* What you need to do
Every entry should be returned unchanged, with the pictures omitted.

Collected data:
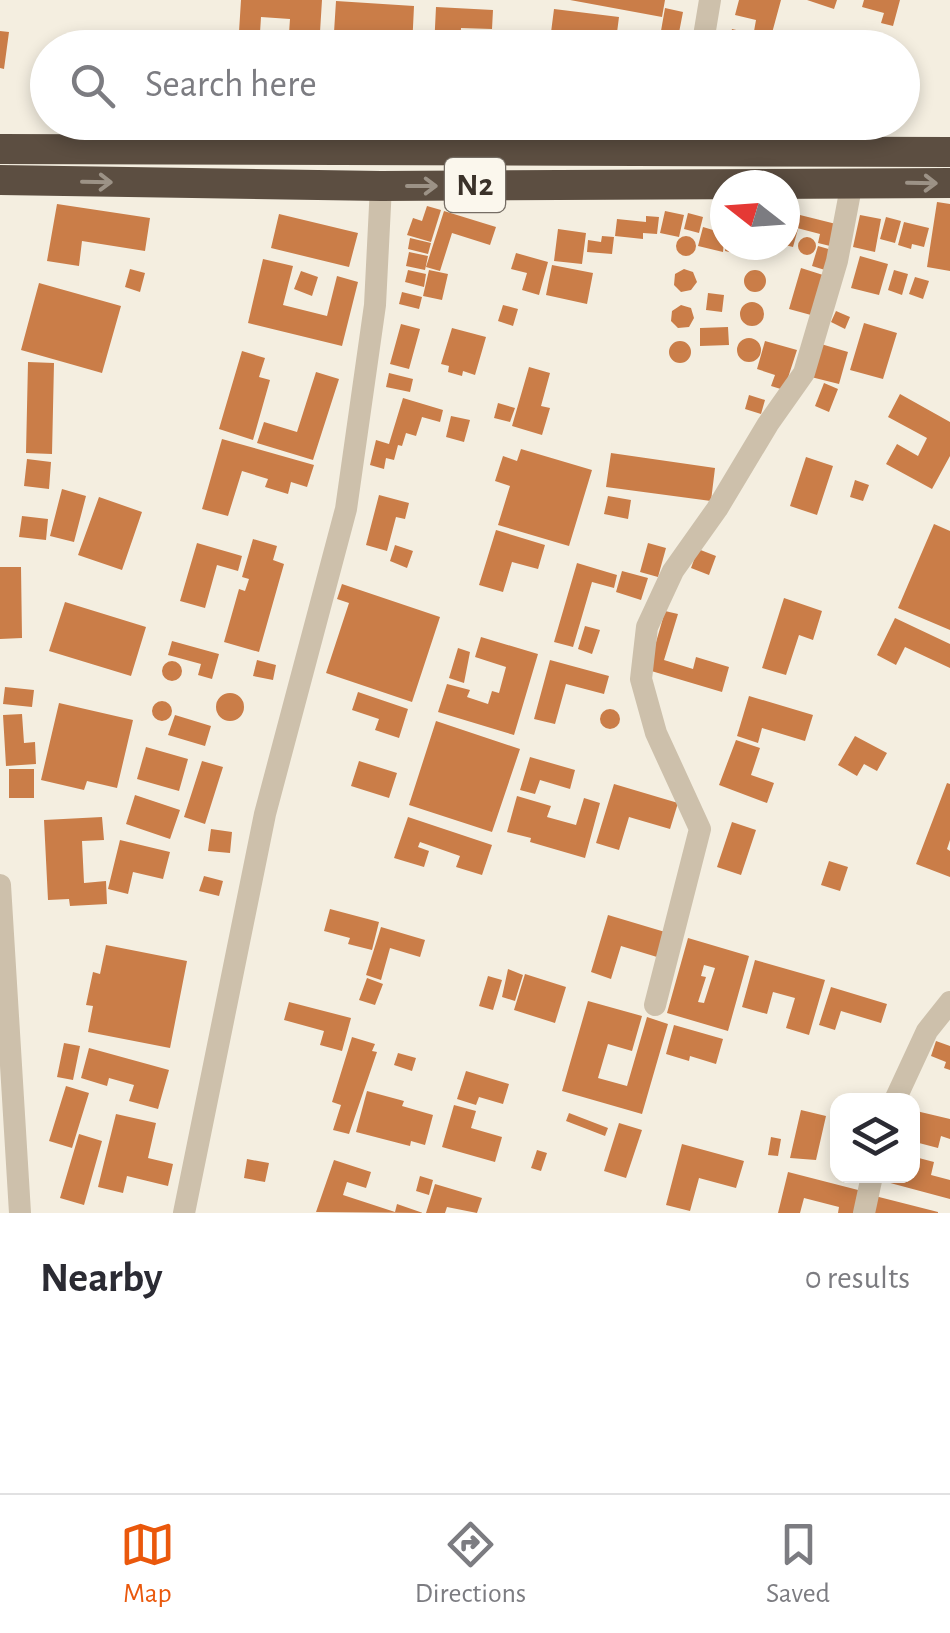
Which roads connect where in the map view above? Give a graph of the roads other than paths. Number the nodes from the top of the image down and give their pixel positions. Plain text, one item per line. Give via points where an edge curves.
1 (710, 0) edge
2 (705, 30) edge
3 (476, 140) edge
4 (753, 140) edge
5 (0, 149) edge
6 (950, 152) edge
7 (0, 180) edge
8 (852, 182) junction
9 (950, 183) edge
10 (381, 186) junction
11 (0, 885) edge
12 (950, 1002) edge
13 (654, 1005) dead end
14 (898, 1093) edge
15 (870, 1183) edge
16 (20, 1213) edge
17 (184, 1213) edge
18 (864, 1213) edge

1 - 2 street
3 - 5 highway, N2
4 - 6 highway, N2
7 -> 10 highway, N2
8 -> 9 highway, N2
10 -> 8 highway, N2
8 - 13 street via 838,262 804,373 672,571 646,627 641,679 656,733 700,829
10 - 17 street via 375,305 346,510 264,814
11 - 16 street
12 - 14 street via 927,1032
15 - 18 street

* Task answer
Which roads connect where in the map view above? Give a graph of the roads other than paths. Number the nodes from the top of the image down and give their pixel positions. Plain text, one item per line. Give via points where an edge curves.
1 (710, 0) edge
2 (705, 30) edge
3 (476, 140) edge
4 (753, 140) edge
5 (0, 149) edge
6 (950, 152) edge
7 (0, 180) edge
8 (852, 182) junction
9 (950, 183) edge
10 (381, 186) junction
11 (0, 885) edge
12 (950, 1002) edge
13 (654, 1005) dead end
14 (898, 1093) edge
15 (870, 1183) edge
16 (20, 1213) edge
17 (184, 1213) edge
18 (864, 1213) edge

1 - 2 street
3 - 5 highway, N2
4 - 6 highway, N2
7 -> 10 highway, N2
8 -> 9 highway, N2
10 -> 8 highway, N2
8 - 13 street via 838,262 804,373 672,571 646,627 641,679 656,733 700,829
10 - 17 street via 375,305 346,510 264,814
11 - 16 street
12 - 14 street via 927,1032
15 - 18 street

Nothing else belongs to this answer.